Locality-Attending Vision Transformer¶
Conference: ICLR 2026
arXiv: 2603.04892
Code: GitHub
Area: Segmentation
Keywords: Vision Transformer, Local Attention, Gaussian Kernel, Patch Representation Refinement, Dense Prediction, Segmentation Improvement
TL;DR¶
This paper proposes the LocAt modular plugin (GAug + PRR), which focuses attention on local neighborhoods and refines patch representations through learnable Gaussian kernel biases. Without modifying the training objective, it improves ViT performance on ADE20K segmentation by over 6% while simultaneously maintaining or increasing classification accuracy.
Background & Motivation¶
- Global attention in ViT favors classification but hinders segmentation: While the global self-attention mechanism of ViT excels at capturing long-range dependencies for classification, it performs poorly on dense prediction tasks (e.g., semantic segmentation) that require precise localization and fine-grained spatial details. Global attention tends to dilute local cues.
- Classification training neglects patch-level representation quality: Standard ViT classification uses only the output of the [CLS] token to calculate loss. Patch position outputs lack direct supervision, leading to the degradation of spatial token representations in the final layers—patch tokens gradually align with the [CLS] token and lose unique local structural information.
- Existing improvements break the original ViT architecture: Hierarchical ViTs (like Swin) introduce window attention and multi-stage designs, while convolution-hybrid schemes add extra convolutional modules. These methods improve dense prediction but change the ViT architecture, reducing compatibility with foundation models like CLIP.
- Limitations of GAP as a classification head: Global Average Pooling (GAP) applies uniform gradients to all patches, forcing background regions to align with classification targets, which is detrimental to segmentation (reducing performance in Base models).
Method¶
Overall Architecture¶
LocAt does not replace the ViT but attaches two complementary lightweight plugins. The data flow remains "Input Image → ViT Backbone → Classification Head / Segmentation Decoder," with hooks placed at two locations. First, inside the backbone: GAug (Gaussian Augmented Attention) overlays a learnable Gaussian kernel during the calculation of attention logits in each layer, softly pulling each token's attention back to its local neighborhood. Second, at the output: PRR (Patch Representation Refinement) is inserted before the classification head. This parameter-free self-attention layer allows the previously unsupervised patch positions to receive gradients. Crucially, these two modules are synergistic—the PRR gradient path propagates back to the GAug parameters in the final layer; without it, GAug would struggle to learn effectively in the deeper layers.
graph TD
IN["Input Image<br/>patch + [CLS] token"] --> ENC
subgraph ENC["ViT Backbone (Layer-wise Attention)"]
direction TB
ATTN["Original Global Attention<br/>qk^T/√d"] --> GAUG["Gaussian Augmented Attention GAug<br/>Overlay learnable Gaussian kernel S"]
end
ENC --> TOK["Output patch + [CLS] Representations"]

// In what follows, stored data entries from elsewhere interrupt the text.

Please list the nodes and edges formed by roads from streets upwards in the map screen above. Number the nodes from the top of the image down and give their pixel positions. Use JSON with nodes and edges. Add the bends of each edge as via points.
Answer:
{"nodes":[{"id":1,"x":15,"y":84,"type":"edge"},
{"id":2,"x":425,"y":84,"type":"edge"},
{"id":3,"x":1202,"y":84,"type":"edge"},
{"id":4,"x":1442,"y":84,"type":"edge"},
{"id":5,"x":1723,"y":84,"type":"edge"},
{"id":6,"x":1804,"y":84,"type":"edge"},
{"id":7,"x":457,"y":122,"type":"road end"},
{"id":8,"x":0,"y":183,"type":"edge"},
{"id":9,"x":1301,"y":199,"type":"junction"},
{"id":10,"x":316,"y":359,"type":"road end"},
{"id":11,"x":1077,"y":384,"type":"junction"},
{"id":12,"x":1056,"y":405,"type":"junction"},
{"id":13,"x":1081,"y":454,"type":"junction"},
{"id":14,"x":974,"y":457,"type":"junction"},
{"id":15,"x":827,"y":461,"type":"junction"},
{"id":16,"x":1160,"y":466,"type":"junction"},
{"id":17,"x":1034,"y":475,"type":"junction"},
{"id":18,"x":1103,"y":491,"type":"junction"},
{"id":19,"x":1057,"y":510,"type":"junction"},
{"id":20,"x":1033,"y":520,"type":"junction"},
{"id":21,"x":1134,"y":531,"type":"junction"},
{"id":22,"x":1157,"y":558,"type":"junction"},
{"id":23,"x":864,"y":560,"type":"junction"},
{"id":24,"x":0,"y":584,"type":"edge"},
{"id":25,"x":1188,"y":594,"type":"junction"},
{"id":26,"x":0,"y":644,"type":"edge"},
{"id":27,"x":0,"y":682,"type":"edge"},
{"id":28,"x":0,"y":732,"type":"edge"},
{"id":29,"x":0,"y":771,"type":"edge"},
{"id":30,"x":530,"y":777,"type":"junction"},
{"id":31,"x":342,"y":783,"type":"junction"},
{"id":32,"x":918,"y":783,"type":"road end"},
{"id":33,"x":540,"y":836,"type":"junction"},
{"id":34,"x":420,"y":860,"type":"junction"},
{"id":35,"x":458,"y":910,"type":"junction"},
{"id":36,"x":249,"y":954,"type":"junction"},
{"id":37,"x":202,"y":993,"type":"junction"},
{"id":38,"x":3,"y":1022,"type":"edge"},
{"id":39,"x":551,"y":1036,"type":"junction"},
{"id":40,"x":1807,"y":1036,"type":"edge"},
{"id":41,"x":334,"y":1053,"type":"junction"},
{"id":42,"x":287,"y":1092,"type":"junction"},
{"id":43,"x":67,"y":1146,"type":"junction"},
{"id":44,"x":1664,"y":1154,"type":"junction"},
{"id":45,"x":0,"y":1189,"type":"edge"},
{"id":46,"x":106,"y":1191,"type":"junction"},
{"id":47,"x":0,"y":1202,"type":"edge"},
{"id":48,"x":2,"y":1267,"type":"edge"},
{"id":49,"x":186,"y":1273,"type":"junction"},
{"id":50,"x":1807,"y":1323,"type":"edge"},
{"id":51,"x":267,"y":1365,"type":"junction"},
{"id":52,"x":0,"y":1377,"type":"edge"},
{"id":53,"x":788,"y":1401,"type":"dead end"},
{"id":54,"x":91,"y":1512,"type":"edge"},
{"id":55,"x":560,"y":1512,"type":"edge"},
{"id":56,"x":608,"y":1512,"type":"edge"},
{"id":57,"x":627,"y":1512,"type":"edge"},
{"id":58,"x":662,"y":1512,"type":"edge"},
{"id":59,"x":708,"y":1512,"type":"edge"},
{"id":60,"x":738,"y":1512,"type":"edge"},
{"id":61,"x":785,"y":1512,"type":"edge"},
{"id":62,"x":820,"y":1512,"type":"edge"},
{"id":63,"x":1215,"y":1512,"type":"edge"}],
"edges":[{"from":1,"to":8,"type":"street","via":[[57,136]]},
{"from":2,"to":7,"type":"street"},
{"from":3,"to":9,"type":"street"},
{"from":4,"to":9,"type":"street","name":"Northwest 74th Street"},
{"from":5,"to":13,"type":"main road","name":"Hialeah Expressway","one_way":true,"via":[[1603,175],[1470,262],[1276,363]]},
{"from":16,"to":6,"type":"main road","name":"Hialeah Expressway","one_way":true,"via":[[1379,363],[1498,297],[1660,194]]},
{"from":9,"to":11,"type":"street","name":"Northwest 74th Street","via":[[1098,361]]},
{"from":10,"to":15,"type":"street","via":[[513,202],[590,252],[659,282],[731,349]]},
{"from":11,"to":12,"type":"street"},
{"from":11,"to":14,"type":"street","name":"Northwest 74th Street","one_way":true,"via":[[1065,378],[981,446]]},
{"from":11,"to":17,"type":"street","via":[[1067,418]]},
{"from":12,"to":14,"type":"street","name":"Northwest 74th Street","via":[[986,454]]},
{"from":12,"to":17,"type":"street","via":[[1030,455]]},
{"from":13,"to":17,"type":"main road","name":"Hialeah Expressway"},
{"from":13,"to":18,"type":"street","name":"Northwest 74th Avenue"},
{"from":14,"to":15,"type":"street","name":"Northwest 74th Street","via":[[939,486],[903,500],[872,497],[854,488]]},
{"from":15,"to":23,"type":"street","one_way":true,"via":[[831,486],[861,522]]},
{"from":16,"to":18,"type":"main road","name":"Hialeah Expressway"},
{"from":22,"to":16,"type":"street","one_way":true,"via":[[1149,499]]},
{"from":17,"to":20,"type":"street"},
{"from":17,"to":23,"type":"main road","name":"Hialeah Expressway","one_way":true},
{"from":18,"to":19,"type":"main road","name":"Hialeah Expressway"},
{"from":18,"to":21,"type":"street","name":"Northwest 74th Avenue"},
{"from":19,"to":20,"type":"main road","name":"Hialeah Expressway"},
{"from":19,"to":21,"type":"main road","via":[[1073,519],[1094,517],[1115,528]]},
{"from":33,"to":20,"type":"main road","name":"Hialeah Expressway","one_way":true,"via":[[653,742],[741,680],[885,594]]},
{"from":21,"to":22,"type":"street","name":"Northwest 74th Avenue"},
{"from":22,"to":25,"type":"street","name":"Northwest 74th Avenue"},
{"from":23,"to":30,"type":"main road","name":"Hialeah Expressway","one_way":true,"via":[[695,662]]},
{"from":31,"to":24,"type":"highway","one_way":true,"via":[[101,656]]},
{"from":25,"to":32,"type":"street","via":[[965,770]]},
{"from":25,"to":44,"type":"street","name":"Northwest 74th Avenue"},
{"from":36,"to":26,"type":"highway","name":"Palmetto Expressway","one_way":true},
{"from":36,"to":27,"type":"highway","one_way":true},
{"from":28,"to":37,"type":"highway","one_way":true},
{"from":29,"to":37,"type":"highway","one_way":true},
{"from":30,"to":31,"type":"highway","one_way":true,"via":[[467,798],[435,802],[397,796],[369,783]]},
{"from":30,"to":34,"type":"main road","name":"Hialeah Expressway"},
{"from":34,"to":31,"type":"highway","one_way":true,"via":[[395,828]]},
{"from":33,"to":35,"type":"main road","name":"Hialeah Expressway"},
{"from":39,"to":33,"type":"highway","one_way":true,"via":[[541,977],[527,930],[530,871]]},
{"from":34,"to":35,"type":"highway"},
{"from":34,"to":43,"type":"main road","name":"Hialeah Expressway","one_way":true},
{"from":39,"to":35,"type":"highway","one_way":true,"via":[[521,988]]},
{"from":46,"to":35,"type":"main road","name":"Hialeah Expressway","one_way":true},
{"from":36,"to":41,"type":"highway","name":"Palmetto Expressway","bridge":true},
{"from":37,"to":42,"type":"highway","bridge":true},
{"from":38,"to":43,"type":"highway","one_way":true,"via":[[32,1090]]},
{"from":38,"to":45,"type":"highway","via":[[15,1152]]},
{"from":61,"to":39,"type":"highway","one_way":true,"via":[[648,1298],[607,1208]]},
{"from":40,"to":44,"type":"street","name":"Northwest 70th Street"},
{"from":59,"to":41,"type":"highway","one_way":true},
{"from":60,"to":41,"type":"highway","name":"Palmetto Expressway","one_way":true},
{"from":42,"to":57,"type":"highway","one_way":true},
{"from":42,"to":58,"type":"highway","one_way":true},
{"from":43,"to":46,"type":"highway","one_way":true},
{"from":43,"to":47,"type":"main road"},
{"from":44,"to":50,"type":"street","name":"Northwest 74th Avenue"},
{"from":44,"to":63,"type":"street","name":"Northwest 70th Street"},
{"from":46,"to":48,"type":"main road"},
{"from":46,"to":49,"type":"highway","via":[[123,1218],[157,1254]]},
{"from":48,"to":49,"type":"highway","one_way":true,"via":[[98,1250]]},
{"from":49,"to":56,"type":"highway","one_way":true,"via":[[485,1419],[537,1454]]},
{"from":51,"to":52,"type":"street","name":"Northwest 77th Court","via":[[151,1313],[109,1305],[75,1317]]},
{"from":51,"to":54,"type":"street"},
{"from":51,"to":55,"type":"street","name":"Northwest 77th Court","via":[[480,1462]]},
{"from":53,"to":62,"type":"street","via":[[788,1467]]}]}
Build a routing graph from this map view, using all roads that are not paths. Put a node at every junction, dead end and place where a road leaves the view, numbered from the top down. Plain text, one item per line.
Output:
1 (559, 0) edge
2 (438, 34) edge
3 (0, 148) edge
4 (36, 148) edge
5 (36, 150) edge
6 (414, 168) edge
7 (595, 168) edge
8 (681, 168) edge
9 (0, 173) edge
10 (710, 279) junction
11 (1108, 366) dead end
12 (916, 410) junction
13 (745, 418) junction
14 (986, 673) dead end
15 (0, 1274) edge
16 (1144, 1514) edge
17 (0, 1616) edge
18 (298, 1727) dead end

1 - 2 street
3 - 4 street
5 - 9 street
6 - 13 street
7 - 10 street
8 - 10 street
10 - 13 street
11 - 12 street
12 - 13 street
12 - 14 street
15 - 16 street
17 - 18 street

TOK --> PRR["Patch Representation Refinement PRR<br/>Parameter-free self-attention → Non-uniform gradients"]
PRR --> CLS["[CLS] → Classification Head"]
TOK --> SEG["patch → Segmentation Decoder"]
PRR -.->|Gradient Backprop| GAUG
Key Designs¶
1. Gaussian Augmented Attention (GAug): Soft-focusing attention to local regions via data-adaptive kernels
GAug addresses the conflict within the backbone: global attention dilutes local cues, yet hard window attention breaks architectural universality. It adds a supplementary matrix \(\mathbf{S}\) to the original attention logits: \(\mathbf{Z} = \text{softmax}\left(\frac{\mathbf{q}\mathbf{k}^\top}{\sqrt{d}} + \mathbf{S}\right)\mathbf{v}\), where \(\mathbf{S}\) is generated by a Gaussian kernel. The kernel's "width" is predicted by the network: it calculates anisotropic 2D variance \(\mathbf{\Sigma} = f(\mathbf{q}_{sp}\mathbf{W}^\sigma) \in \mathbb{R}_+^{hw \times 2}\) from spatial queries. A small variance results in a sharp kernel focusing on the neighborhood, while a large variance makes the kernel flat, reverting to global attention. The Gaussian weight is computed as \(\mathbf{G}_{pt} = \exp\left(-\frac{1}{2}\sum_{m=1}^{2}\frac{\mathbf{D}_{ptm}}{\mathbf{\Sigma}_{pm}}\right)\), where \(\mathbf{D}\) is the squared coordinate-wise distance between patches. A scaling coefficient \(\bm{\alpha} = \text{softplus}(\mathbf{q}_{sp}\mathbf{W}^\alpha)\) balances the original logits and the Gaussian bias. Since precision and intensity are query-dependent, the network can choose "local vs. global" per patch and per layer. The [CLS] token, lacking spatial coordinates, does not participate in Gaussian biasing.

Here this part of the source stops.